> **Input records**:
____
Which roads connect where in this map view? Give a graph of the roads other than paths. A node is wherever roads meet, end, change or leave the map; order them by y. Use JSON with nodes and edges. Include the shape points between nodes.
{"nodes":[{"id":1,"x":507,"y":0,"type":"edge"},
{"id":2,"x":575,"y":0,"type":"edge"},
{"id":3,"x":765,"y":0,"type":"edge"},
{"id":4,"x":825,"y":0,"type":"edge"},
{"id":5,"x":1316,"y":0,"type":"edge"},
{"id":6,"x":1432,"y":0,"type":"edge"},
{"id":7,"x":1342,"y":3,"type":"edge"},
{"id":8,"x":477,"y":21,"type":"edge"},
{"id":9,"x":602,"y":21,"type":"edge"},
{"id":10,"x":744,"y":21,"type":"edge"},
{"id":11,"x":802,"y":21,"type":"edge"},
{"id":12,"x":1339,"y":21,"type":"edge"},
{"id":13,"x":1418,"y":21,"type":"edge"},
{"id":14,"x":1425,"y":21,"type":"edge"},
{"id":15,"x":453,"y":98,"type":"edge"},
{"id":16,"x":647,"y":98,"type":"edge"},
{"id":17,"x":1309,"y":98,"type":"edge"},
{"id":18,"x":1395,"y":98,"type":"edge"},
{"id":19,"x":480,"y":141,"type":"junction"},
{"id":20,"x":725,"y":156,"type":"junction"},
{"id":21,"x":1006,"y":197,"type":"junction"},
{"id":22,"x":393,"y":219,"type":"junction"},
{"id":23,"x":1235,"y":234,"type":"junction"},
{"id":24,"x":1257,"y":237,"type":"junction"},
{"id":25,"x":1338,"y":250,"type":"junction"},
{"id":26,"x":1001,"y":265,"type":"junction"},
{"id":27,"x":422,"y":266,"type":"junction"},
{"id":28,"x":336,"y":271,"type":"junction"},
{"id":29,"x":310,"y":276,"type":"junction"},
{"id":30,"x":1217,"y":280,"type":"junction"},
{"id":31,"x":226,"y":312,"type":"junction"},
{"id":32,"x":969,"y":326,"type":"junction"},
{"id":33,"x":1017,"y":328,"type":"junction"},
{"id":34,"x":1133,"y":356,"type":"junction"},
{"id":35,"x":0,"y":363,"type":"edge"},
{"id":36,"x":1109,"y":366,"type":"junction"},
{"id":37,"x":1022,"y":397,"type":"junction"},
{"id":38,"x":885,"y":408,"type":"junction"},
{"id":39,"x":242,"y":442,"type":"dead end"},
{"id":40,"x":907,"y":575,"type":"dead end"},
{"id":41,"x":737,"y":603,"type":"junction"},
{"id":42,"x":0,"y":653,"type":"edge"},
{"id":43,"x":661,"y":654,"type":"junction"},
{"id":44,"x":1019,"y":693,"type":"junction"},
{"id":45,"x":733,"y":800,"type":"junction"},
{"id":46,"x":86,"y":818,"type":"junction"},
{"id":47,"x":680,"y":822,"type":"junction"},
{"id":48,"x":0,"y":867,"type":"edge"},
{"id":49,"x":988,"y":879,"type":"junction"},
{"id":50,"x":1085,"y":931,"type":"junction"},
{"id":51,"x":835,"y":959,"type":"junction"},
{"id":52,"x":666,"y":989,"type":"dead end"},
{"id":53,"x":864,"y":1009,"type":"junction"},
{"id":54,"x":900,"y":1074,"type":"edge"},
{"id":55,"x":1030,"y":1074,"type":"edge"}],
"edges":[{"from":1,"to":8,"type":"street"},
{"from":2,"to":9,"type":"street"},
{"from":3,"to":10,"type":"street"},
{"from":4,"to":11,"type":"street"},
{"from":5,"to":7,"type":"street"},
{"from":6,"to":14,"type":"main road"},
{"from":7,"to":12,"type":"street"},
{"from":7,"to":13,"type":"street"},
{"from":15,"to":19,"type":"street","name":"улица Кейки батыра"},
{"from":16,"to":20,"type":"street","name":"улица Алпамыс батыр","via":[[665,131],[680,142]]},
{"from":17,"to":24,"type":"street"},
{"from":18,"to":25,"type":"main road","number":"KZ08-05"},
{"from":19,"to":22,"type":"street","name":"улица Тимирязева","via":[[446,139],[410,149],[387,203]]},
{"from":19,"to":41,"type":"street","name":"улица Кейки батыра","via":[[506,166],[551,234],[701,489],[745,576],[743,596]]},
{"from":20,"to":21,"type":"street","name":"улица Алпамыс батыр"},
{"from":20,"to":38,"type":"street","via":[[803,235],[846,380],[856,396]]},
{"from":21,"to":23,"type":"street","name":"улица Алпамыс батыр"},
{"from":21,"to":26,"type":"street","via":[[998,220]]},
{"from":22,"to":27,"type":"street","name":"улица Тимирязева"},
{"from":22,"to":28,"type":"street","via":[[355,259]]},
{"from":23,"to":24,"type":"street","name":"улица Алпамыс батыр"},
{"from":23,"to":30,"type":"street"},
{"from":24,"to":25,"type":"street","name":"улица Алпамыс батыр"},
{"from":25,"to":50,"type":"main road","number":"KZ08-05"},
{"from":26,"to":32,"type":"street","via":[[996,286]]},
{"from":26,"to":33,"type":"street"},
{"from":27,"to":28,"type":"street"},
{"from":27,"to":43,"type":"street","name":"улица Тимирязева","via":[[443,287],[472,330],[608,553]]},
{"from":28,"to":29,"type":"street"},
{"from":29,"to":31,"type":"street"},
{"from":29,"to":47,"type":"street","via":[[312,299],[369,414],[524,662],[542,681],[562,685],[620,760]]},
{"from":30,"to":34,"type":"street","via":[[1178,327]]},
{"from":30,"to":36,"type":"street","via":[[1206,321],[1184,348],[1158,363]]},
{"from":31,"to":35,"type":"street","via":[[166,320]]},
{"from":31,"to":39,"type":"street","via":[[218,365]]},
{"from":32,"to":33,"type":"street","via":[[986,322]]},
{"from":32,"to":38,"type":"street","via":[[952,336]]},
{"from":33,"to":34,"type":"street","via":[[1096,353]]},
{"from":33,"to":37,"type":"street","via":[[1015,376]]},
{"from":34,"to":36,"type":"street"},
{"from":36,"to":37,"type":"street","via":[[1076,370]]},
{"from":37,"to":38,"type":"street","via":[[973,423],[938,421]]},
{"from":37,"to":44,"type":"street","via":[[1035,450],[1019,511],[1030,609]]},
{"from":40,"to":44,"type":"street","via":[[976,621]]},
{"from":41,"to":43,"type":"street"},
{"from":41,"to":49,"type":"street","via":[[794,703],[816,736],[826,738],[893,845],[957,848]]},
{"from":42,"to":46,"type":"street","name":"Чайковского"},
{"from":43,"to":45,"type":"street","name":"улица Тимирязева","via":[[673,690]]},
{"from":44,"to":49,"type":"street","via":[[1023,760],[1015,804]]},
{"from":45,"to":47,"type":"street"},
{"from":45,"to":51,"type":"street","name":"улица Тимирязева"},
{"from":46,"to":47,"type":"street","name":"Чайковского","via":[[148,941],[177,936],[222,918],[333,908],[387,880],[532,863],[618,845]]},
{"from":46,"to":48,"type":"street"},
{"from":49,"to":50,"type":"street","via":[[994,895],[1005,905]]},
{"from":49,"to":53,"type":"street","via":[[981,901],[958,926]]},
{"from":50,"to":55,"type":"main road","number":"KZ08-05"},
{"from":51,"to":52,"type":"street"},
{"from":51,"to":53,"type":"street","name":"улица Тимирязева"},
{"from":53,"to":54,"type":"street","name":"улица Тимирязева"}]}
____
> **Your instructions**:
All lines in the data that contain the word "Кейки" should be copied.

> **Exercise answer**:
{"from":15,"to":19,"type":"street","name":"улица Кейки батыра"},
{"from":19,"to":41,"type":"street","name":"улица Кейки батыра","via":[[506,166],[551,234],[701,489],[745,576],[743,596]]},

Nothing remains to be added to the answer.